For this task, output every entry below exactly and omit the pictures.

Entries shown: Begin

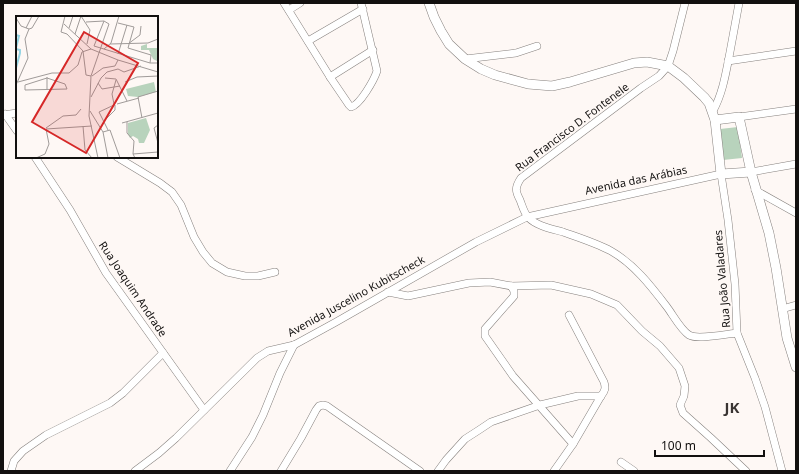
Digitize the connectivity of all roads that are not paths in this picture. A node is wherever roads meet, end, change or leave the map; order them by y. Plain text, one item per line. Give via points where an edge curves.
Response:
1 (284, 3) edge
2 (300, 3) edge
3 (429, 3) edge
4 (685, 3) edge
5 (739, 3) edge
6 (362, 6) edge
7 (289, 10) junction
8 (308, 41) junction
9 (537, 46) dead end
10 (373, 50) junction
11 (796, 51) edge
12 (464, 59) junction
13 (728, 61) junction
14 (668, 66) junction
15 (330, 77) junction
16 (796, 109) edge
17 (16, 113) edge
18 (4, 115) edge
19 (714, 116) junction
20 (739, 117) junction
21 (16, 130) edge
22 (36, 158) edge
23 (119, 158) edge
24 (796, 164) edge
25 (751, 172) junction
26 (721, 174) junction
27 (756, 190) junction
28 (796, 213) edge
29 (527, 217) junction
30 (275, 272) dead end
31 (511, 286) junction
32 (388, 292) junction
33 (796, 305) edge
34 (782, 309) junction
35 (569, 315) dead end
36 (737, 333) junction
37 (294, 345) junction
38 (163, 353) junction
39 (796, 367) edge
40 (601, 396) junction
41 (540, 405) junction
42 (204, 410) junction
43 (573, 444) junction
44 (621, 462) dead end
45 (283, 470) edge
46 (11, 471) edge
47 (135, 471) edge
48 (230, 471) edge
49 (420, 471) edge
50 (438, 471) edge
51 (554, 471) edge
52 (634, 471) edge
53 (746, 471) edge
54 (782, 471) edge

1 - 7 street
2 - 7 street
3 - 12 street via 449,44
4 - 14 street
5 - 13 street
6 - 8 street
6 - 10 street
7 - 8 street
8 - 15 street
9 - 12 street via 516,53
10 - 15 street
10 - 15 street via 377,71 373,82 356,105 349,105
11 - 13 street
12 - 14 street via 495,75 528,84 552,86 634,64 647,62
13 - 19 street
14 - 19 street via 704,97
14 - 29 street, Rua Francisco D. Fontenele via 659,76 521,178 516,190
16 - 20 street
17 - 18 street
18 - 21 street
19 - 20 street
19 - 26 street
20 - 25 street
22 - 38 street, Rua Joaquim Andrade via 70,210 106,273
23 - 30 street via 172,192 202,252 212,263 228,272 245,276
24 - 25 street
25 - 26 street, Avenida das Arábias
25 - 27 street
26 - 29 street, Avenida das Arábias
26 - 36 street, Rua João Valadares via 735,284
27 - 28 street
27 - 34 street via 769,233
29 - 32 street, Avenida Juscelino Kubitscheck via 476,242
29 - 36 street via 538,224 591,241 612,251 630,264 690,336
31 - 32 street via 490,282 469,283 408,296
31 - 41 street via 514,296 485,328 486,336 513,376
31 - 53 street via 551,285 591,294 617,305 679,368 686,386 680,405 683,413
32 - 37 street, Avenida Juscelino Kubitscheck
33 - 34 street
34 - 39 street
35 - 40 street via 606,387
36 - 54 street, Rua João Valadares via 765,407
37 - 42 street, Avenida Juscelino Kubitscheck via 268,351 257,358
37 - 48 street via 252,437
38 - 42 street, Rua Joaquim Andrade
38 - 46 street via 110,403 46,435 24,451 14,461
40 - 41 street via 578,396
40 - 43 street
41 - 43 street
41 - 50 street via 492,422 478,430 465,439
42 - 47 street, Avenida Juscelino Kubitscheck via 176,438
43 - 51 street
44 - 52 street
45 - 49 street via 319,406 323,405

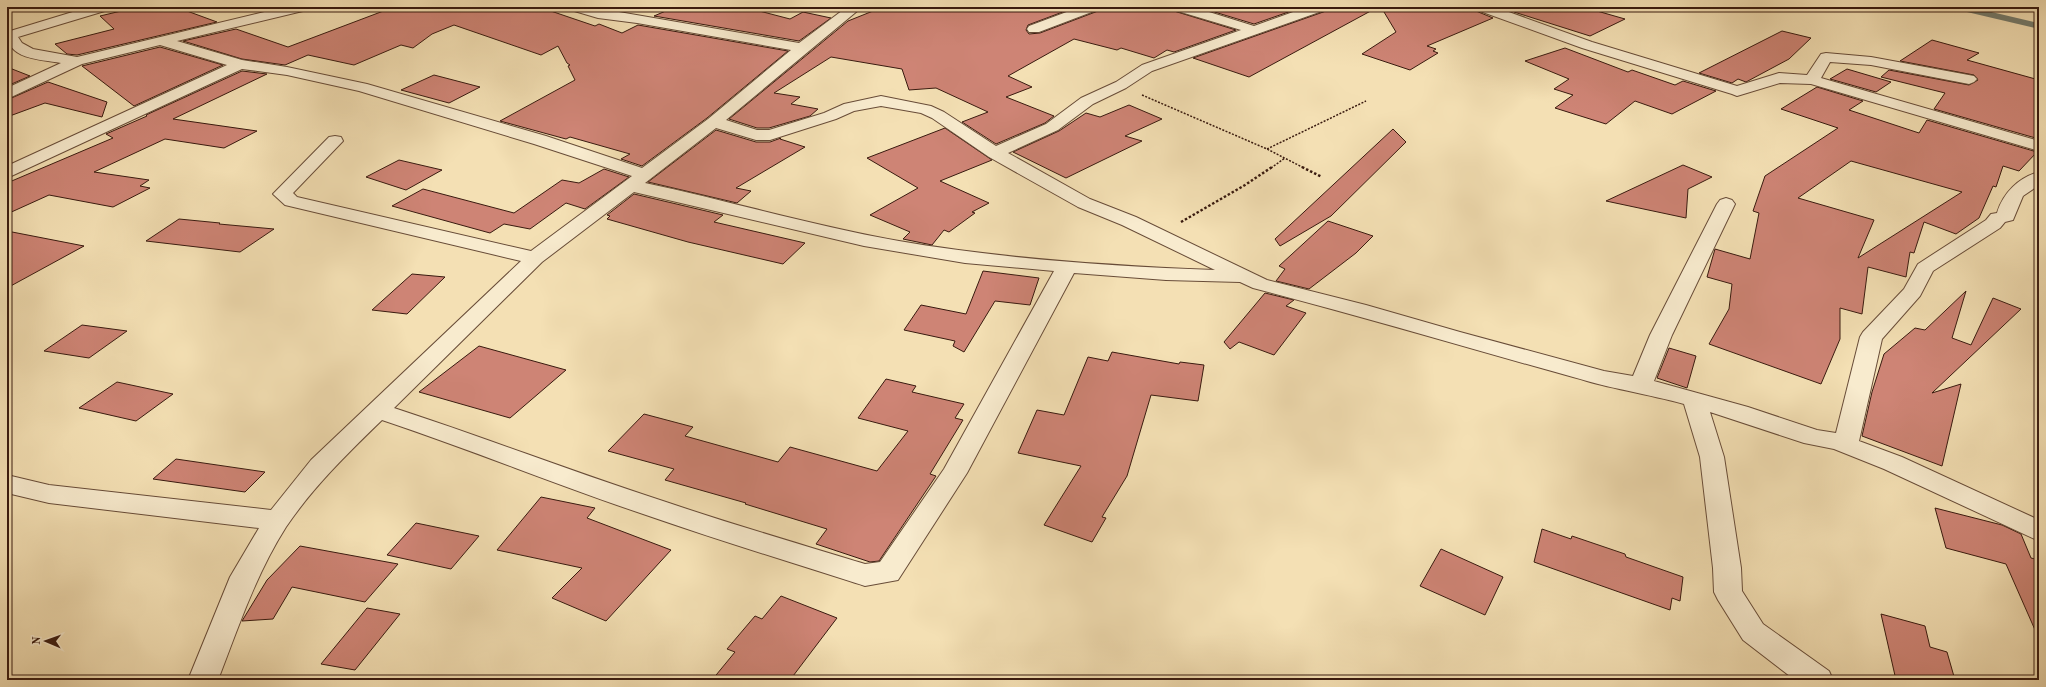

Entries shown: End

- [Exercise result]:
Digitize the connectivity of all roads that are not paths in this picture. A node is wherever roads meet, end, change or leave the map; order them by y. Plain text, one item per line. Give via points where an edge curves.
Response:
1 (284, 3) edge
2 (300, 3) edge
3 (429, 3) edge
4 (685, 3) edge
5 (739, 3) edge
6 (362, 6) edge
7 (289, 10) junction
8 (308, 41) junction
9 (537, 46) dead end
10 (373, 50) junction
11 (796, 51) edge
12 (464, 59) junction
13 (728, 61) junction
14 (668, 66) junction
15 (330, 77) junction
16 (796, 109) edge
17 (16, 113) edge
18 (4, 115) edge
19 (714, 116) junction
20 (739, 117) junction
21 (16, 130) edge
22 (36, 158) edge
23 (119, 158) edge
24 (796, 164) edge
25 (751, 172) junction
26 (721, 174) junction
27 (756, 190) junction
28 (796, 213) edge
29 (527, 217) junction
30 (275, 272) dead end
31 (511, 286) junction
32 (388, 292) junction
33 (796, 305) edge
34 (782, 309) junction
35 (569, 315) dead end
36 (737, 333) junction
37 (294, 345) junction
38 (163, 353) junction
39 (796, 367) edge
40 (601, 396) junction
41 (540, 405) junction
42 (204, 410) junction
43 (573, 444) junction
44 (621, 462) dead end
45 (283, 470) edge
46 (11, 471) edge
47 (135, 471) edge
48 (230, 471) edge
49 (420, 471) edge
50 (438, 471) edge
51 (554, 471) edge
52 (634, 471) edge
53 (746, 471) edge
54 (782, 471) edge

1 - 7 street
2 - 7 street
3 - 12 street via 449,44
4 - 14 street
5 - 13 street
6 - 8 street
6 - 10 street
7 - 8 street
8 - 15 street
9 - 12 street via 516,53
10 - 15 street
10 - 15 street via 377,71 373,82 356,105 349,105
11 - 13 street
12 - 14 street via 495,75 528,84 552,86 634,64 647,62
13 - 19 street
14 - 19 street via 704,97
14 - 29 street, Rua Francisco D. Fontenele via 659,76 521,178 516,190
16 - 20 street
17 - 18 street
18 - 21 street
19 - 20 street
19 - 26 street
20 - 25 street
22 - 38 street, Rua Joaquim Andrade via 70,210 106,273
23 - 30 street via 172,192 202,252 212,263 228,272 245,276
24 - 25 street
25 - 26 street, Avenida das Arábias
25 - 27 street
26 - 29 street, Avenida das Arábias
26 - 36 street, Rua João Valadares via 735,284
27 - 28 street
27 - 34 street via 769,233
29 - 32 street, Avenida Juscelino Kubitscheck via 476,242
29 - 36 street via 538,224 591,241 612,251 630,264 690,336
31 - 32 street via 490,282 469,283 408,296
31 - 41 street via 514,296 485,328 486,336 513,376
31 - 53 street via 551,285 591,294 617,305 679,368 686,386 680,405 683,413
32 - 37 street, Avenida Juscelino Kubitscheck
33 - 34 street
34 - 39 street
35 - 40 street via 606,387
36 - 54 street, Rua João Valadares via 765,407
37 - 42 street, Avenida Juscelino Kubitscheck via 268,351 257,358
37 - 48 street via 252,437
38 - 42 street, Rua Joaquim Andrade
38 - 46 street via 110,403 46,435 24,451 14,461
40 - 41 street via 578,396
40 - 43 street
41 - 43 street
41 - 50 street via 492,422 478,430 465,439
42 - 47 street, Avenida Juscelino Kubitscheck via 176,438
43 - 51 street
44 - 52 street
45 - 49 street via 319,406 323,405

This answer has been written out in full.